- Born: Mary Beaumont Crowley 4 August 1907
- Died: 6 June 2005 (aged 97)
- Education: Bedales School
- Occupation: Architect
- Spouse: David Medd
- Practice: Hertfordshire county Ministry of Education

= Mary Medd =

British architect (1907–2005)

Mary Beaumont Medd (née Crowley, 4 August 1907 - 6 June 2005) was a British architect, known for public buildings including schools. Medd was the first architect to be employed by Hertfordshire county council.

== Early life and education ==
Medd was the daughter of Ralph Henry Crowley (1869–1953), who worked as Chief Medical Officer in the Ministry of Education. After education at home, she spent one year at an experimental school run by Isabel Fry, and then was at Bedales School from 1921 to 1926 where she became Head Girl.

After attending a finishing school in Switzerland, in 1927 Medd trained at the Architectural Association School of Architecture.

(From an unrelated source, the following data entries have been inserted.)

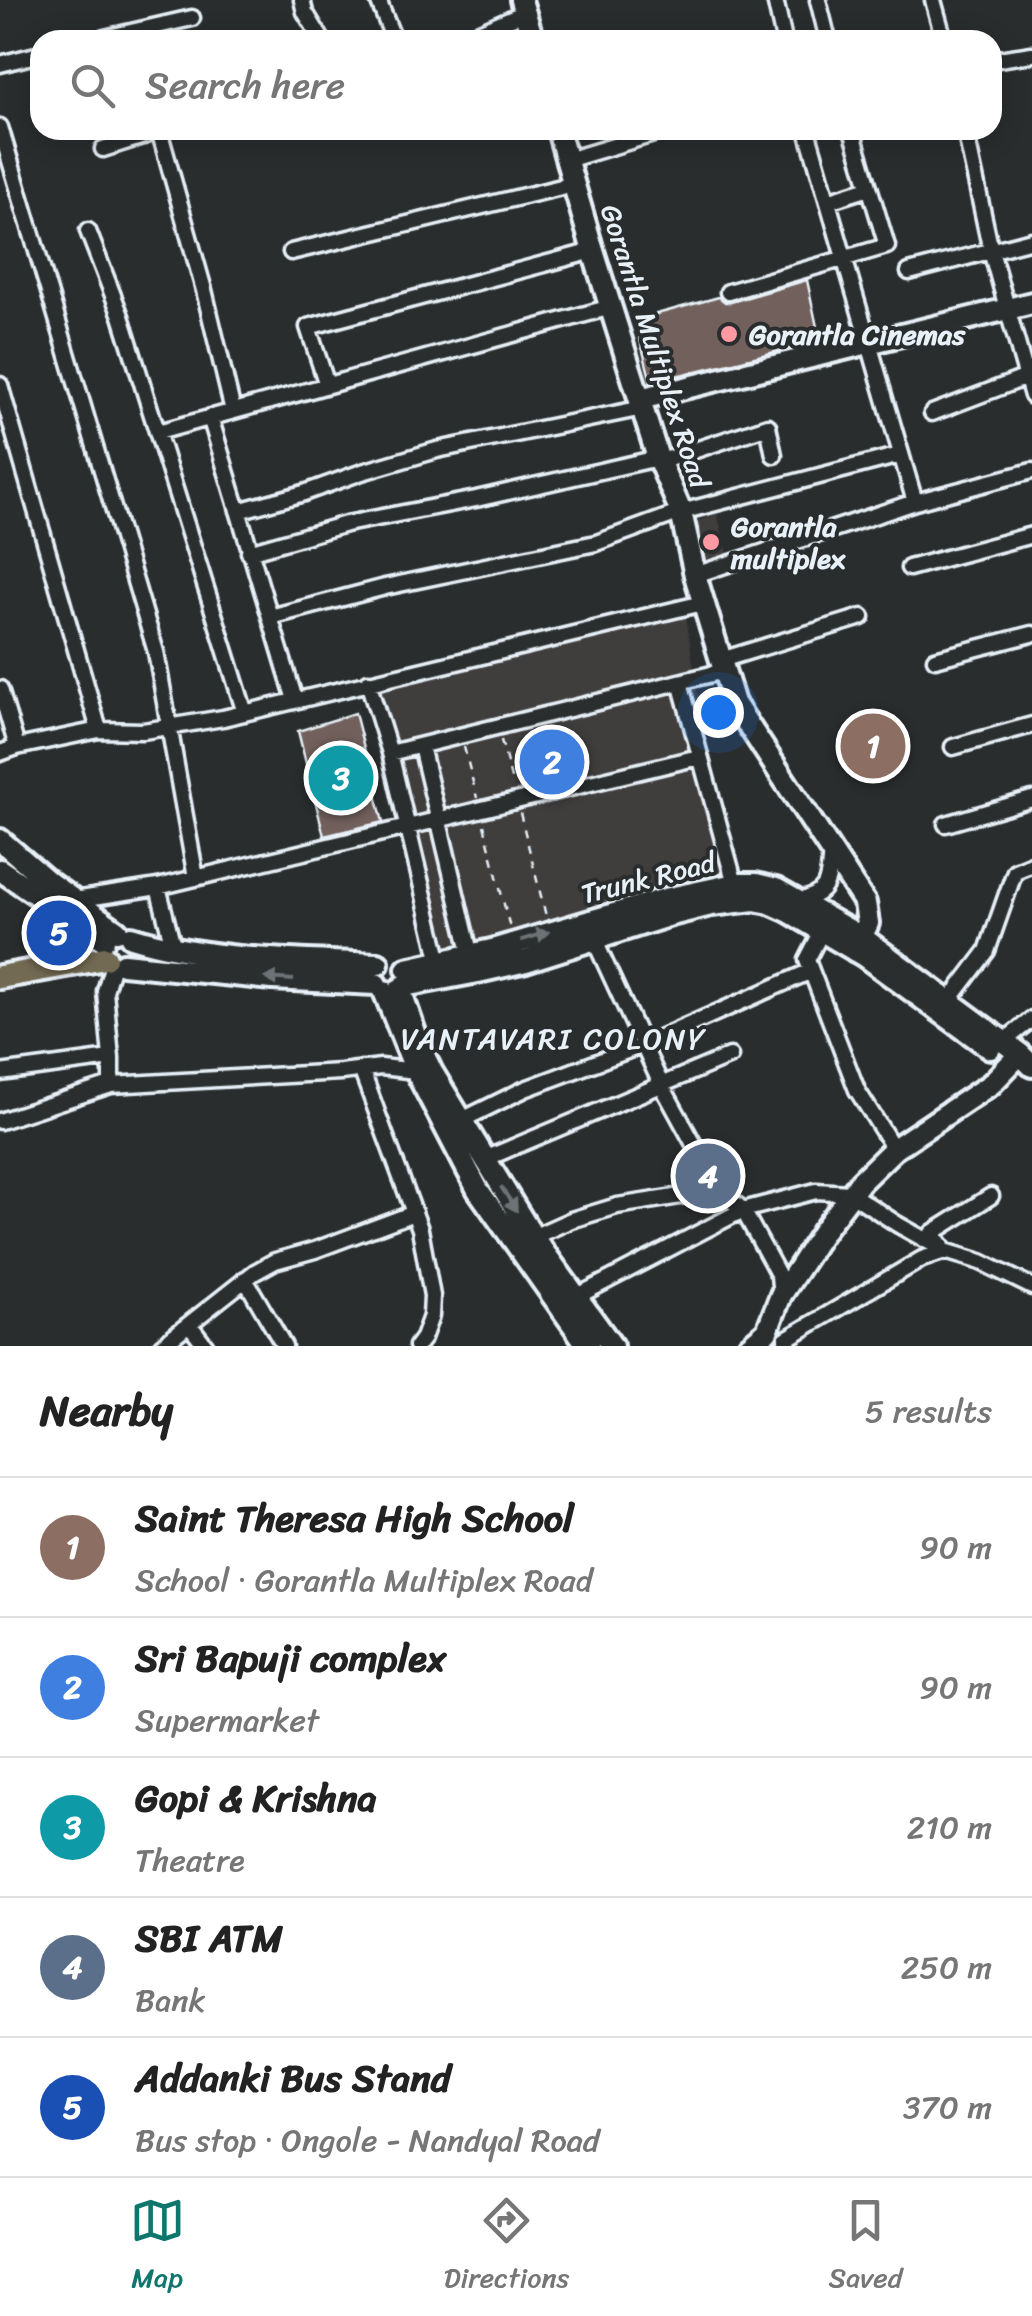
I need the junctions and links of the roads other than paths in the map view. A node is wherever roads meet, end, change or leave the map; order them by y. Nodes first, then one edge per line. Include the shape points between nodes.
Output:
1 (302, 0) edge
2 (378, 0) edge
3 (775, 0) edge
4 (818, 0) edge
5 (933, 0) edge
6 (523, 6) edge
7 (192, 18) dead end
8 (152, 30) edge
9 (316, 30) edge
10 (390, 30) edge
11 (480, 30) edge
12 (782, 30) edge
13 (826, 30) edge
14 (941, 30) edge
15 (1032, 54) edge
16 (30, 56) edge
17 (1002, 58) edge
18 (0, 64) edge
19 (0, 127) edge
20 (128, 140) edge
21 (162, 140) edge
22 (561, 140) edge
23 (634, 140) edge
24 (810, 140) edge
25 (855, 140) edge
26 (967, 140) edge
27 (104, 148) dead end
28 (567, 160) junction
29 (574, 184) junction
30 (870, 188) junction
31 (828, 201) junction
32 (88, 231) dead end
33 (1032, 240) edge
34 (991, 250) junction
35 (593, 251) junction
36 (291, 252) dead end
37 (844, 259) junction
38 (909, 272) dead end
39 (728, 292) dead end
40 (1032, 303) edge
41 (611, 308) junction
42 (1008, 309) junction
43 (870, 342) junction
44 (1030, 375) edge
45 (0, 385) edge
46 (327, 386) junction
47 (1032, 396) edge
48 (641, 403) junction
49 (234, 411) junction
50 (932, 414) dead end
51 (210, 418) junction
52 (158, 432) junction
53 (900, 455) junction
54 (774, 456) dead end
55 (659, 460) junction
56 (1032, 471) edge
57 (914, 502) junction
58 (238, 511) junction
59 (681, 512) junction
60 (1032, 535) edge
61 (249, 552) junction
62 (909, 568) dead end
63 (695, 576) junction
64 (703, 602) junction
65 (270, 617) junction
66 (862, 617) dead end
67 (1032, 634) edge
68 (935, 659) dead end
69 (723, 666) junction
70 (368, 682) junction
71 (680, 682) junction
72 (0, 690) edge
73 (295, 700) junction
74 (245, 713) junction
75 (1032, 725) edge
76 (170, 727) junction
77 (99, 730) junction
78 (421, 746) junction
79 (17, 747) junction
80 (953, 747) dead end
81 (0, 753) edge
82 (390, 754) junction
83 (699, 757) junction
84 (1032, 799) edge
85 (438, 818) junction
86 (946, 824) dead end
87 (406, 826) junction
88 (0, 840) edge
89 (831, 850) junction
90 (1032, 864) edge
91 (0, 870) edge
92 (196, 878) junction
93 (735, 884) junction
94 (158, 887) junction
95 (74, 900) junction
96 (798, 900) junction
97 (822, 930) junction
98 (594, 938) junction
99 (859, 944) junction
100 (173, 946) junction
101 (113, 948) junction
102 (469, 948) dead end
103 (0, 963) edge
104 (442, 969) junction
105 (811, 971) junction
106 (0, 977) edge
107 (392, 980) junction
108 (948, 1001) junction
109 (1032, 1019) edge
110 (642, 1045) junction
111 (730, 1056) dead end
112 (110, 1058) junction
113 (1020, 1058) edge
114 (422, 1069) junction
115 (361, 1070) junction
116 (0, 1073) edge
117 (111, 1084) junction
118 (661, 1084) junction
119 (462, 1120) junction
120 (0, 1121) edge
121 (894, 1149) junction
122 (485, 1159) junction
123 (719, 1190) junction
124 (850, 1193) junction
125 (991, 1196) dead end
126 (744, 1210) junction
127 (414, 1213) junction
128 (534, 1238) junction
129 (945, 1251) junction
130 (245, 1280) junction
131 (1032, 1288) edge
132 (782, 1295) junction
133 (569, 1301) junction
134 (772, 1318) junction
135 (188, 1324) junction
136 (788, 1343) edge
137 (160, 1346) edge
138 (206, 1346) edge
139 (284, 1346) edge
140 (418, 1346) edge
141 (588, 1346) edge
142 (612, 1346) edge
143 (749, 1346) edge

1 - 9 street
2 - 10 street
3 - 12 street
4 - 13 street
5 - 14 street
6 - 11 street
7 - 8 street
15 - 17 street
16 - 18 street
19 - 76 street via 147,618
20 - 27 street
21 - 49 street
22 - 28 street, Gorantla Multiplex Road
23 - 28 street
24 - 31 street
25 - 30 street
26 - 34 street
28 - 29 street, Gorantla Multiplex Road
29 - 35 street, Gorantla Multiplex Road
29 - 36 street
30 - 31 street
30 - 37 street via 886,246
31 - 37 street
32 - 52 street
33 - 34 street
34 - 38 street
34 - 42 street
35 - 41 street, Gorantla Multiplex Road
35 - 46 street via 308,327
37 - 39 street
37 - 43 street
40 - 42 street
41 - 46 street
41 - 48 street, Gorantla Multiplex Road
42 - 43 street
42 - 44 street
43 - 48 street
43 - 53 street
44 - 47 street
44 - 50 street
45 - 77 street
46 - 49 street
48 - 55 street, Gorantla Multiplex Road
48 - 58 street via 437,450
49 - 51 street
51 - 52 street
51 - 58 street
52 - 74 street
53 - 57 street
53 - 59 street
54 - 55 street via 768,426
55 - 59 street, Gorantla Multiplex Road
55 - 61 street via 346,524
56 - 57 street
57 - 63 street
58 - 61 street
59 - 63 street, Gorantla Multiplex Road
59 - 65 street via 596,543
60 - 62 street
61 - 65 street
63 - 64 street, Gorantla Multiplex Road
64 - 69 street, Gorantla Multiplex Road
64 - 70 street
65 - 73 street
66 - 69 street
67 - 68 street
69 - 71 street
69 - 89 street, Gorantla Multiplex Road via 734,703
70 - 73 street
70 - 82 street
71 - 78 street
71 - 83 street
72 - 79 street
73 - 74 street
74 - 76 street
75 - 80 street
76 - 77 street
76 - 92 street
77 - 79 street
78 - 82 street
78 - 85 street
79 - 81 street
82 - 87 street
83 - 85 street
83 - 93 street
84 - 86 street
85 - 87 street
85 - 102 street
87 - 92 street
87 - 104 street
88 - 95 street
89 - 96 street via 825,888
89 - 99 street, Gorantla Multiplex Road via 867,909
90 - 108 street via 1015,870 987,951
91 - 101 street
92 - 94 street
93 - 96 street, Trunk Road via 766,886
104 -> 93 street, Trunk Road via 665,899
94 - 95 street
94 - 100 street
95 - 101 street
96 - 99 street, Trunk Road
97 - 98 street, Trunk Road via 770,903 738,901
97 - 99 street, Trunk Road
97 - 105 street via 807,960
98 - 104 street, Trunk Road via 526,961
98 - 110 street
99 - 108 street, Trunk Road
99 - 113 street, Trunk Road via 959,1027
100 - 101 street
100 - 107 street
101 - 103 main road
101 - 106 main road
107 -> 101 street via 272,979
101 - 112 street via 105,990
104 - 107 street, Trunk Road
105 - 110 street
105 - 121 street via 857,1090
107 - 114 street
108 - 113 street, Trunk Road
109 - 113 street
110 - 118 street
110 - 119 street
111 - 118 street
112 - 116 street
112 - 117 street
113 - 121 street
114 - 115 street
114 - 119 street
114 - 133 street via 478,1190
115 - 117 street
115 - 127 street
117 - 120 street
118 - 122 street
118 - 123 street
119 - 122 street
121 - 124 street
122 -> 128 street
123 - 126 street
123 - 128 street via 617,1206
124 - 126 street via 816,1191
124 - 129 street
124 - 132 street
125 - 129 street via 932,1233
126 - 132 street via 779,1276
126 - 133 street
127 - 130 street via 275,1261
127 - 140 street via 432,1296
128 - 133 street
129 - 131 street
129 - 136 street
130 - 135 street
130 - 139 street
132 - 134 street
133 - 141 street
133 - 142 street
134 - 136 street
134 - 143 street
135 - 137 street
135 - 138 street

She studied alongside Jessica Albery, Justin Blanco White, and Judith Ledeboer where they developed a commitment to housing reform and social concerns which impacted their future careers.

== Career ==
As Mary Crowley, working with Cecil George Kemp, she designed three houses at 102, 104 and 106 Orchard Road, Tewin, Hertfordshire, in 1935–36.

In 1941, John Newsom, Hertfordshire's education officer, hired her as the first architect to be employed by Hertfordshire County Council. She later met her husband David Leslie Medd (1917–2009), when she was part of the team of architects commissioned to build schools in Hertfordshire after World War II. They married on 11 April 1949, and always worked together after this, becoming leading school designers in England and Wales.

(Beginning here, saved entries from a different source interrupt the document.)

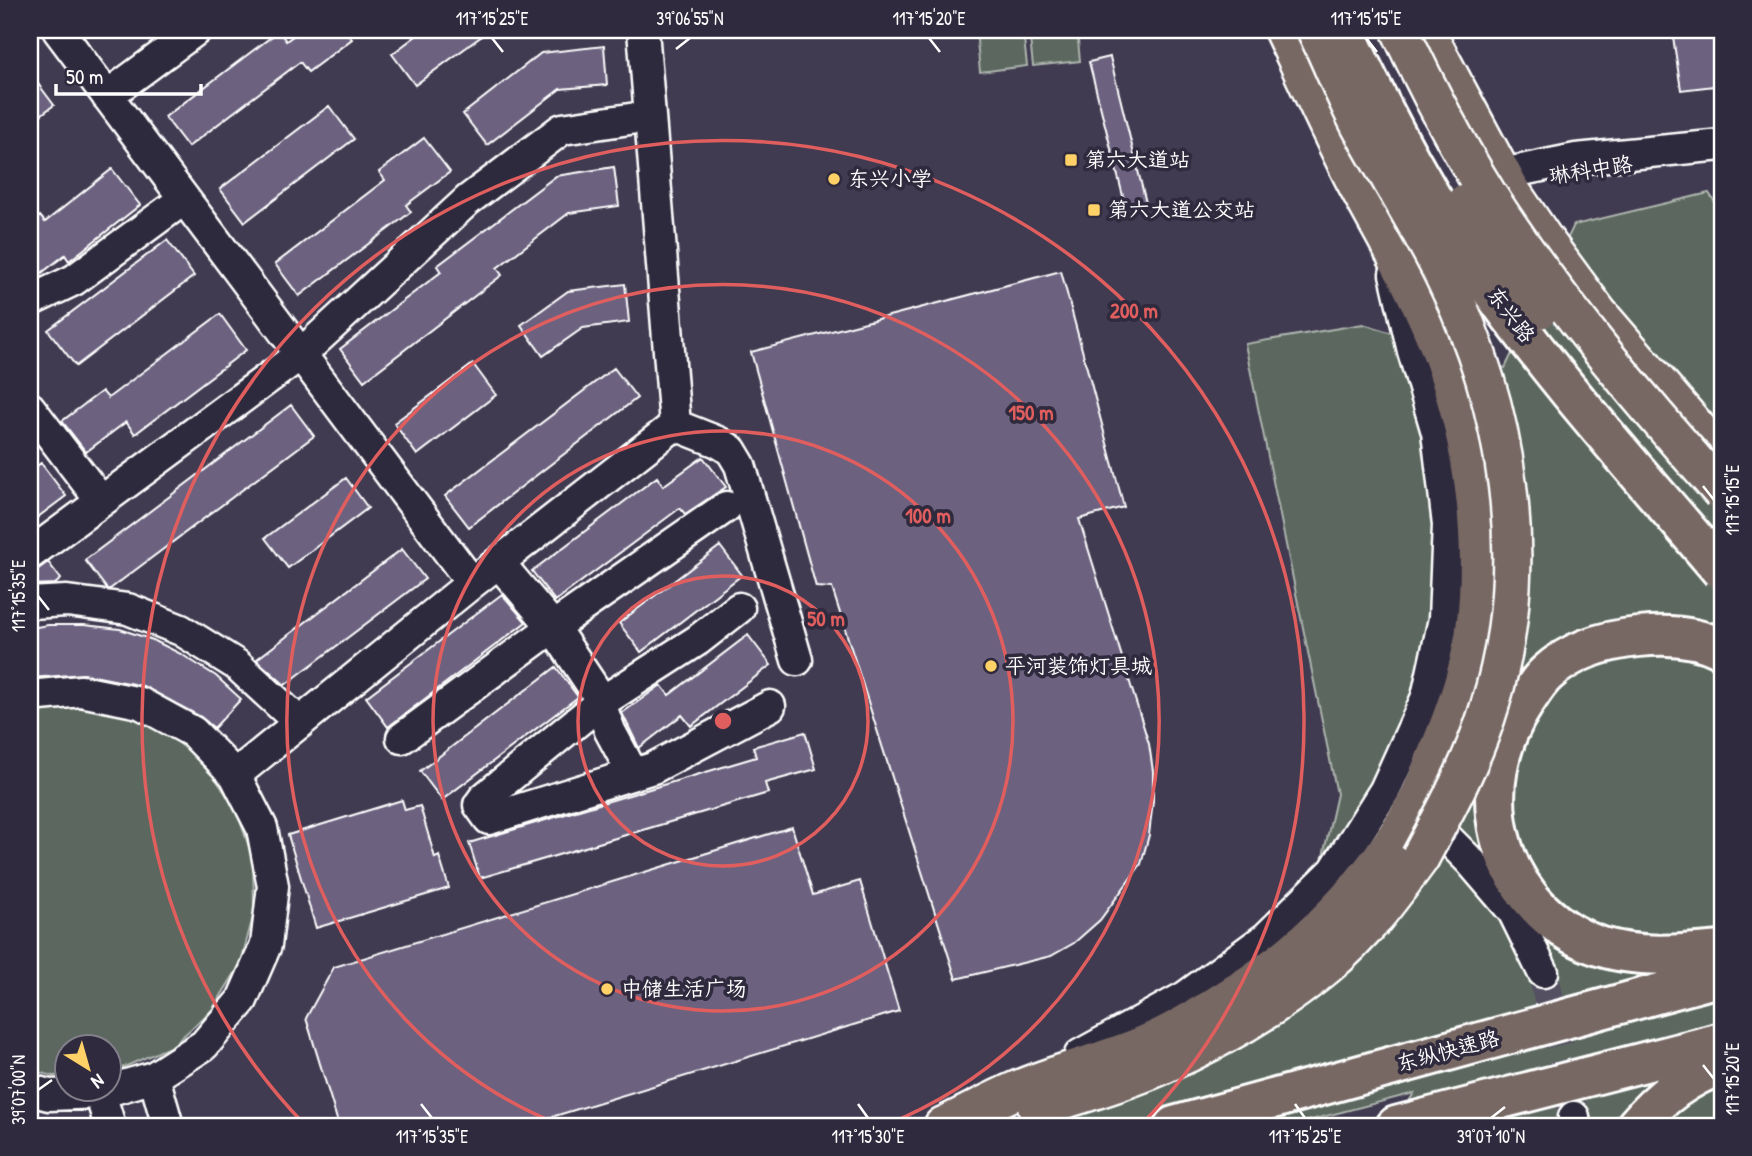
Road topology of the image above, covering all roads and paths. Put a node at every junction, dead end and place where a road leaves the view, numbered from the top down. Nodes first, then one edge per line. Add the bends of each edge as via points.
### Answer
1 (58, 30) edge
2 (196, 30) edge
3 (643, 30) edge
4 (1283, 30) edge
5 (1316, 30) edge
6 (1344, 30) edge
7 (1372, 30) edge
8 (1400, 30) edge
9 (1425, 30) edge
10 (107, 96) junction
11 (650, 116) junction
12 (1722, 145) edge
13 (1722, 154) edge
14 (1500, 190) junction
15 (184, 199) junction
16 (1392, 249) junction
17 (30, 301) edge
18 (301, 354) junction
19 (30, 408) edge
20 (1681, 409) junction
21 (675, 425) junction
22 (1722, 427) edge
23 (1722, 457) edge
24 (1722, 492) edge
25 (101, 501) junction
26 (726, 507) dead end
27 (1722, 532) edge
28 (30, 554) edge
29 (499, 563) junction
30 (1722, 571) edge
31 (472, 583) junction
32 (30, 603) edge
33 (739, 608) dead end
34 (553, 626) junction
35 (1722, 649) edge
36 (797, 660) dead end
37 (30, 696) edge
38 (600, 703) junction
39 (770, 706) dead end
40 (300, 723) junction
41 (402, 738) dead end
42 (633, 774) junction
43 (236, 775) junction
44 (1415, 806) junction
45 (1722, 951) edge
46 (1543, 972) tunnel mouth
47 (1722, 976) edge
48 (1722, 1042) edge
49 (1713, 1070) edge
50 (154, 1077) junction
51 (122, 1086) edge
52 (1018, 1089) junction
53 (30, 1090) edge
54 (52, 1095) edge
55 (103, 1104) edge
56 (110, 1126) edge
57 (169, 1126) edge
58 (943, 1126) edge
59 (981, 1126) edge
60 (1174, 1126) edge
61 (1396, 1126) edge
62 (1636, 1126) edge

1 - 10 street
2 - 10 street
3 - 11 street
4 - 16 main road
5 - 59 main road, bridge via 1361,127 1443,274 1485,378 1501,444 1512,543 1502,660 1490,704 1473,754 1420,858 1362,932 1328,965 1278,1003 1208,1045 1156,1068
6 - 30 highway, 东兴路, bridge via 1417,173 1478,271 1517,325
7 - 27 highway, 东兴路, bridge via 1410,108 1518,280 1578,362
8 - 24 main road, bridge via 1451,130 1510,228 1587,334
9 - 14 main road
10 - 15 street
11 - 18 street via 562,129 468,200
11 - 21 street
12 - 14 street, 琳科中路 via 1576,159
13 - 14 street, 琳科中路 via 1563,171
14 - 16 main road
14 - 20 main road
15 - 17 street via 74,280
15 - 18 street
16 - 44 main road via 1426,314 1462,425 1473,484 1479,571 1473,636 1455,711
16 - 52 street via 1413,351 1437,432 1448,525 1444,619 1427,697 1385,790 1334,871 1266,937 1185,997
18 - 25 street
18 - 31 street
19 - 25 street
20 - 22 street
20 - 23 main road
21 - 29 street
21 - 36 street via 731,450 740,465
25 - 28 street
26 - 34 street
29 - 31 street
29 - 34 street
31 - 40 street
32 - 40 street via 67,601 128,609 181,630 237,665
33 - 38 street
34 - 38 street
34 - 41 street
35 - 45 highway via 1653,635 1598,644 1571,656 1547,673 1514,718 1496,769 1494,803 1502,847 1513,873 1528,894 1566,929 1587,941 1636,953
37 - 43 street via 81,691 141,703 193,732
38 - 42 street
38 - 42 street via 479,805 489,820
39 - 42 street via 653,768
40 - 43 street
43 - 50 street via 262,828 267,852 272,886 266,945 242,1000 204,1045
44 - 46 street via 1513,911
44 - 52 main road via 1388,849 1343,903 1288,955 1242,989 1165,1035
47 - 60 highway, 东纵快速路
48 - 61 highway
49 - 62 highway via 1669,1091
50 - 51 street
50 - 57 street
52 - 58 main road
53 - 54 street
55 - 56 street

National Life Stories conducted an oral history interview (C467/29) with Mary Medd in 1998 for its Architects Lives' collection held by the British Library.

Mary Medd died on 6 June 2005 in Woolmer Green, Hertfordshire.

== Collections ==
In 1998 the Institute of Education received the papers of David Medd and Mary Medd, which had previously been held at Bishop Grossteste College. In subsequent years the collection was added to by Medd until his death in 2008. University College London also holds the archive of the Architects and Building Branch (for whom David and Mary Medd worked), and the archive of educators George and Judith Baines who collaborated with the Medds.